~ dough ~ Disregard previous, bad key stroke sent rather than save to draft.
Tim Starling wrote:
Michael Dale wrote:
That is part of the idea of centrally hosting reusable client-side components so we control the jquery version and plugin set. So a new version won't "come along" until its been tested and integrated.
You can't host every client-side component in the world in a subdirectory of the MediaWiki core. Not everyone has commit access to it. Nobody can hope to properly test every MediaWiki extension.
Most extension developers write an extension for a particular site, and distribute their code as-is for the benefit of other users. They have no interest in integration with the core. If they find some jQuery plugin on the web that defines an interface that conflicts with MediaWiki, say jQuery.load() but with different parameters, they're not going to be impressed when you tell them that to make it work with MediaWiki, they need to rewrite the plugin and get it tested and integrated.
Different modules should have separate namespaces. This is a key property of large, maintainable systems of code.
Right.. I agree the client side code needs more deployable modularly. It just tricky to manage all those relationships in php, but it appears it will be necessary to do so...
If designing a given component as a jQuery plug-in, then I think it makes sense to put it in the jQuery namespace ... otherwise you won't be able to reference jQuery things locally and no-conflict compatible way. Unless we create a mw wrapper of some sorts but I don't know how necessary that is atm... i guess it would be slightly cleaner.

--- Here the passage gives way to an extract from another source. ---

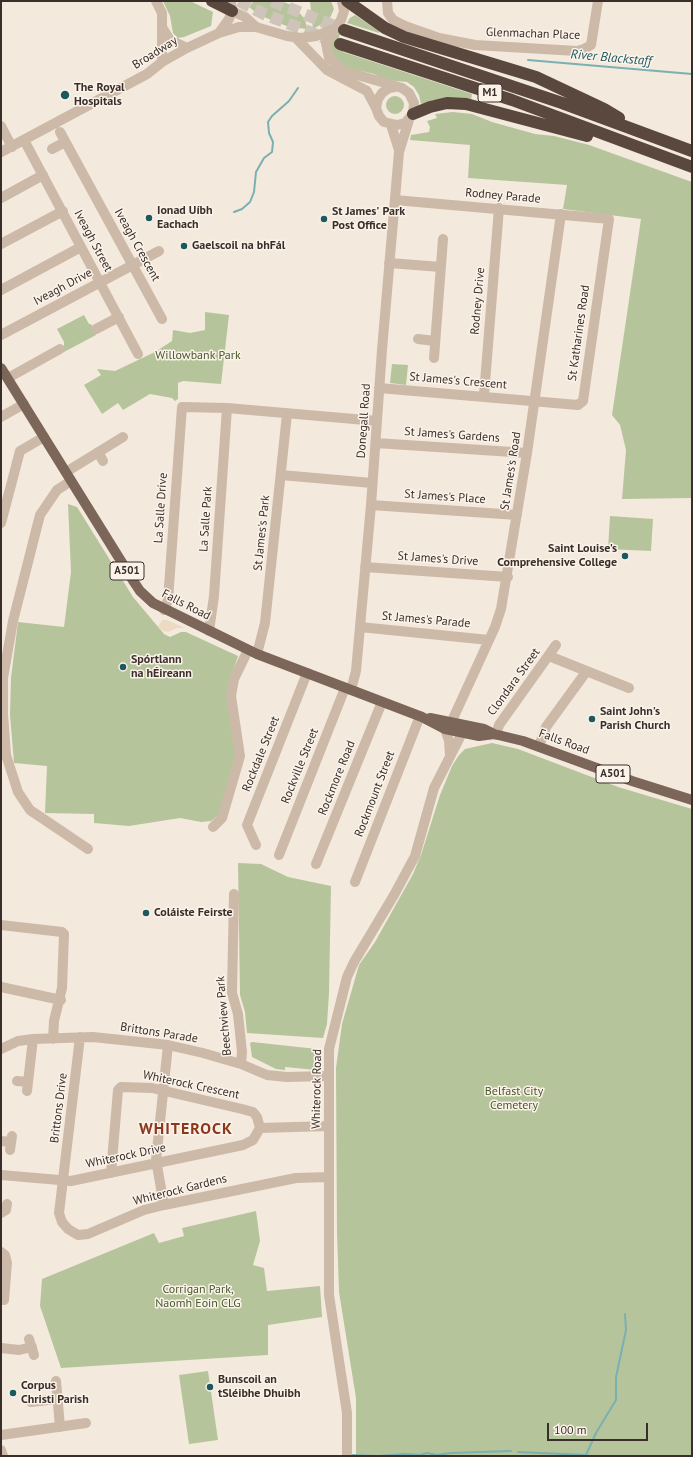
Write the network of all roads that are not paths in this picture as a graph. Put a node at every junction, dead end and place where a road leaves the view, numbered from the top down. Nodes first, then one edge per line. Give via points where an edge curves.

I agree that the present system of parsing top of the javascipt file on every script-loader generation request is un-optimized. (the idea is those script-loader generations calls happen rarely but even still it should be cached at any number of levels. (ie checking the filemodifcation timestamp, witting out a php or serialized file .. or storing it in any of the other cache levels we have available, memcahce, database, etc )
Actually it parses the whole of the JavaScript file, not the top, and it does it on every request that invokes WebStart.php, not just on mwScriptLoader.php requests. I'm talking about jsAutoloadLocalClasses.php if that's not clear.
Ah right... previously I had it in php. I wanted to avoid listing it twice but obviously thats a pretty costly way to do that. This will make more sense to put in php if we start splitting up components into the extension folders and generate the path list dynamically for a given feature set.
Have you looked at the profiling? On the Wikimedia app servers, even the simplest MW request takes 23ms, and gen=js takes 46ms. A static file like wikibits.js takes around 0.5ms. And that's with APC. You say MW on small sites is OK, I think it's slow and resource-intensive.
That's not to say I'm sold on the idea of a static file cache, it brings its own problems, which I listed.
yea... but almost all script-loader request will be cached. it does not need to check the DB or anything its just a key-file lookup (since script-loader request pass a request key either its there in cache or its not ...it should be on par with the simplest MW request. Which is substantially shorter then around trip time for getting each script individually, not to mention gziping which can't otherwise be easily enabled for 3rd party installations.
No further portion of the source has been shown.